┏━━

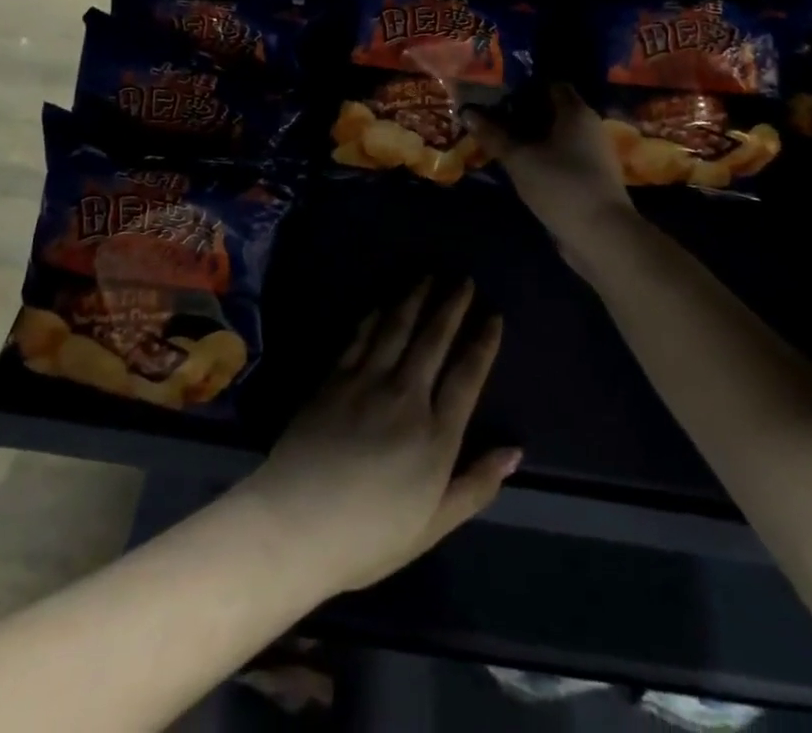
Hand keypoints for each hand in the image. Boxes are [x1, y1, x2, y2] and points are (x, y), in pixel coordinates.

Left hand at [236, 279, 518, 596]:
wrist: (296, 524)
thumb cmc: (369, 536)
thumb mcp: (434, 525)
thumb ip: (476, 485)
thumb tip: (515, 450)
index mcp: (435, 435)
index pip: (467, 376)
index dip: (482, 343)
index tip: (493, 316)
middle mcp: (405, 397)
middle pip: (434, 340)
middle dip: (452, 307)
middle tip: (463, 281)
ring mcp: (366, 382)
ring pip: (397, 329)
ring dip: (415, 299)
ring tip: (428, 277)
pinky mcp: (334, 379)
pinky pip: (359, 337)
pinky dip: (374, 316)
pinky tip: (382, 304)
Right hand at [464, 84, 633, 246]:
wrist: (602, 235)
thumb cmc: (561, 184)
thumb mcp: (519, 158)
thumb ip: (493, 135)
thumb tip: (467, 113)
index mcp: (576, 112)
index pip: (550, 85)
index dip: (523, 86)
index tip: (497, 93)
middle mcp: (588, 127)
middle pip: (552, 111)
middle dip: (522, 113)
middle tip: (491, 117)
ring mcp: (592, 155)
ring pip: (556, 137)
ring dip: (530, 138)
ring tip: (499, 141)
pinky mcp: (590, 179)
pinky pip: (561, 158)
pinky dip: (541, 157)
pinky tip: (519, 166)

┗━━

» **Task brief**:
From the first line to the last, repeat the entries exactly and leave out the pictures.

» **Your solution**:
Hand keypoints for each hand in the image. Boxes are [x1, y1, x2, y2] and points are (x, y), in pixel coordinates.

Left hand at [236, 279, 518, 596]:
wrist: (296, 524)
thumb cmc: (369, 536)
thumb mcp: (434, 525)
thumb ip: (476, 485)
thumb tip: (515, 450)
index mcp: (435, 435)
index pip: (467, 376)
index dip: (482, 343)
index tip: (493, 316)
middle mcp: (405, 397)
middle pip: (434, 340)
middle dip: (452, 307)
middle tip: (463, 281)
ring mcp: (366, 382)
ring pip: (397, 329)
ring dip: (415, 299)
ring tip: (428, 277)
pinky mcp: (334, 379)
pinky pip: (359, 337)
pinky dip: (374, 316)
pinky tip: (382, 304)
Right hand at [464, 84, 633, 246]:
wrist: (602, 235)
thumb cmc: (561, 184)
thumb mcp: (519, 158)
thumb ip: (493, 135)
thumb tip: (467, 113)
index mcp: (576, 112)
index pip: (550, 85)
index dip: (523, 86)
index tip: (497, 93)
middle mcp: (588, 127)
middle pip: (552, 111)
middle dip: (522, 113)
middle tip: (491, 117)
ring mcp: (592, 155)
ring pip: (556, 137)
ring dip: (530, 138)
ring tip: (499, 141)
pinky mcp: (590, 179)
pinky pip: (561, 158)
pinky dip: (541, 157)
pinky tip: (519, 166)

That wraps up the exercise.